§ **Your instructions**
Track down every line below that holds "street" and copy it.

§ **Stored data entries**
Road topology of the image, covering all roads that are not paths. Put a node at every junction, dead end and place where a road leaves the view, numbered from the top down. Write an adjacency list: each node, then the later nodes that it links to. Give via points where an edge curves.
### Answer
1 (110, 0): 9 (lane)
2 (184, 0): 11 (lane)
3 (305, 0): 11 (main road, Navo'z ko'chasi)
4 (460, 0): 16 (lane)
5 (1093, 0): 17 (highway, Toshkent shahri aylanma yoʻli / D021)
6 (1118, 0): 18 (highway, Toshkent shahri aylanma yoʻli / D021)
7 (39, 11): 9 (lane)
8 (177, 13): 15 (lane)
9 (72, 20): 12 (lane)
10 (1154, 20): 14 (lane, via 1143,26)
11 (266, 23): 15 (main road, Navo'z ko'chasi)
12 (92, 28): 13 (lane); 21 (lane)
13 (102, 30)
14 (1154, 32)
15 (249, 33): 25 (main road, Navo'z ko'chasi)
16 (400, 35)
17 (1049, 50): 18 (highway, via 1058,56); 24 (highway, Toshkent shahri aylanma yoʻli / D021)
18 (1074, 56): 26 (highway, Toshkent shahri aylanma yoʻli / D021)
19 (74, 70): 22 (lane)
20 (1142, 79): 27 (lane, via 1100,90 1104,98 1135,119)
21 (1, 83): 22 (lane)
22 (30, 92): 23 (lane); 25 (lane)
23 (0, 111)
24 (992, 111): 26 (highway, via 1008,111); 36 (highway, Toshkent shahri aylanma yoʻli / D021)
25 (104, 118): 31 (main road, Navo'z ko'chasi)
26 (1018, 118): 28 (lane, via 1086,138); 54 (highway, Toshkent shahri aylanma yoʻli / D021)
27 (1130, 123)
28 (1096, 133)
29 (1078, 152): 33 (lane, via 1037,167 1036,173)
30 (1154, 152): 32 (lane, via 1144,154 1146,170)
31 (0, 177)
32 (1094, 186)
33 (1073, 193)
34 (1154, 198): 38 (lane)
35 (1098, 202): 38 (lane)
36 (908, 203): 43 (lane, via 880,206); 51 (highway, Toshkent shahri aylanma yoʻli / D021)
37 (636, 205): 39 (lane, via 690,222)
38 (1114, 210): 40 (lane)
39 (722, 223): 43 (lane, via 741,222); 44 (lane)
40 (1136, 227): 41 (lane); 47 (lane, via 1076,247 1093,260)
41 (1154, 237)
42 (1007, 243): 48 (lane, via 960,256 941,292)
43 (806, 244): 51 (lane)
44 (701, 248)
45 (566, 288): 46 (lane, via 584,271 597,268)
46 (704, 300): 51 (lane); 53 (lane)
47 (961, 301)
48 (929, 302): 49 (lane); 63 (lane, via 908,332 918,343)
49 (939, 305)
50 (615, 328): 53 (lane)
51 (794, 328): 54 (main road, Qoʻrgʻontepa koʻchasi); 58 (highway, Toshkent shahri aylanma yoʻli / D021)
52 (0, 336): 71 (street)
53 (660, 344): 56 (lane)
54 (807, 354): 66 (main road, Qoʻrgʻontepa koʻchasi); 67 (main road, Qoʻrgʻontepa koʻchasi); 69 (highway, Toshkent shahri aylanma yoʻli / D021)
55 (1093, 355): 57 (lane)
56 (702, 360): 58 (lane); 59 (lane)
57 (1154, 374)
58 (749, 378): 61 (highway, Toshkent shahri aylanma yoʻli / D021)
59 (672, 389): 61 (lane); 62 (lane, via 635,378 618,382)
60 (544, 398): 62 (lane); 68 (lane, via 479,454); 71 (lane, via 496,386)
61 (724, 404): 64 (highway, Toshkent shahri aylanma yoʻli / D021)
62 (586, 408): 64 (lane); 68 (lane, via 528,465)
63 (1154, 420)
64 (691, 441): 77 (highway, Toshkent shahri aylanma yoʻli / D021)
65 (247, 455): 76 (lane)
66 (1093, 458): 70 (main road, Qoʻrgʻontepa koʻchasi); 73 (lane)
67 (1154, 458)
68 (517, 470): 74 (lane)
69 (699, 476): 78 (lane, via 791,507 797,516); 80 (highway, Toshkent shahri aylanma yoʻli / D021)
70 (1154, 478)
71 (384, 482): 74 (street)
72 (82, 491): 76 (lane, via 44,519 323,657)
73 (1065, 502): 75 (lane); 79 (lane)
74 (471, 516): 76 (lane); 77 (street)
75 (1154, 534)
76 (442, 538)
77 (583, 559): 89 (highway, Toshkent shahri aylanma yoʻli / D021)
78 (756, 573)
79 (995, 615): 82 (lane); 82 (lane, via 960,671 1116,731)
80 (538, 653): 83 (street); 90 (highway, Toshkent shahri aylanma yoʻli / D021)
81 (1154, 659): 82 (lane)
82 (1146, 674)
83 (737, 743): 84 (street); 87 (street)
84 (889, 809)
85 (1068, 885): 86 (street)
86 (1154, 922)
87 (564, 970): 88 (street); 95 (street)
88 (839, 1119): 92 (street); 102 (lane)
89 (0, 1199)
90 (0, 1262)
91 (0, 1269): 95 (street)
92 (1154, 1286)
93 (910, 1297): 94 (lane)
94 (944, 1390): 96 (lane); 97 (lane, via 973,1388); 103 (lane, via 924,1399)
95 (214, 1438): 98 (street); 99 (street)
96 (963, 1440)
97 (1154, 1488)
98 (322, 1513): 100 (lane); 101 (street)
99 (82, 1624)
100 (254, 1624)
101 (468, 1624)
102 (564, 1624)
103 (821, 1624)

§ **Answer to this task**
52 (0, 336): 71 (street)
71 (384, 482): 74 (street)
74 (471, 516): 76 (lane); 77 (street)
80 (538, 653): 83 (street); 90 (highway, Toshkent shahri aylanma yoʻli / D021)
83 (737, 743): 84 (street); 87 (street)
85 (1068, 885): 86 (street)
87 (564, 970): 88 (street); 95 (street)
88 (839, 1119): 92 (street); 102 (lane)
91 (0, 1269): 95 (street)
95 (214, 1438): 98 (street); 99 (street)
98 (322, 1513): 100 (lane); 101 (street)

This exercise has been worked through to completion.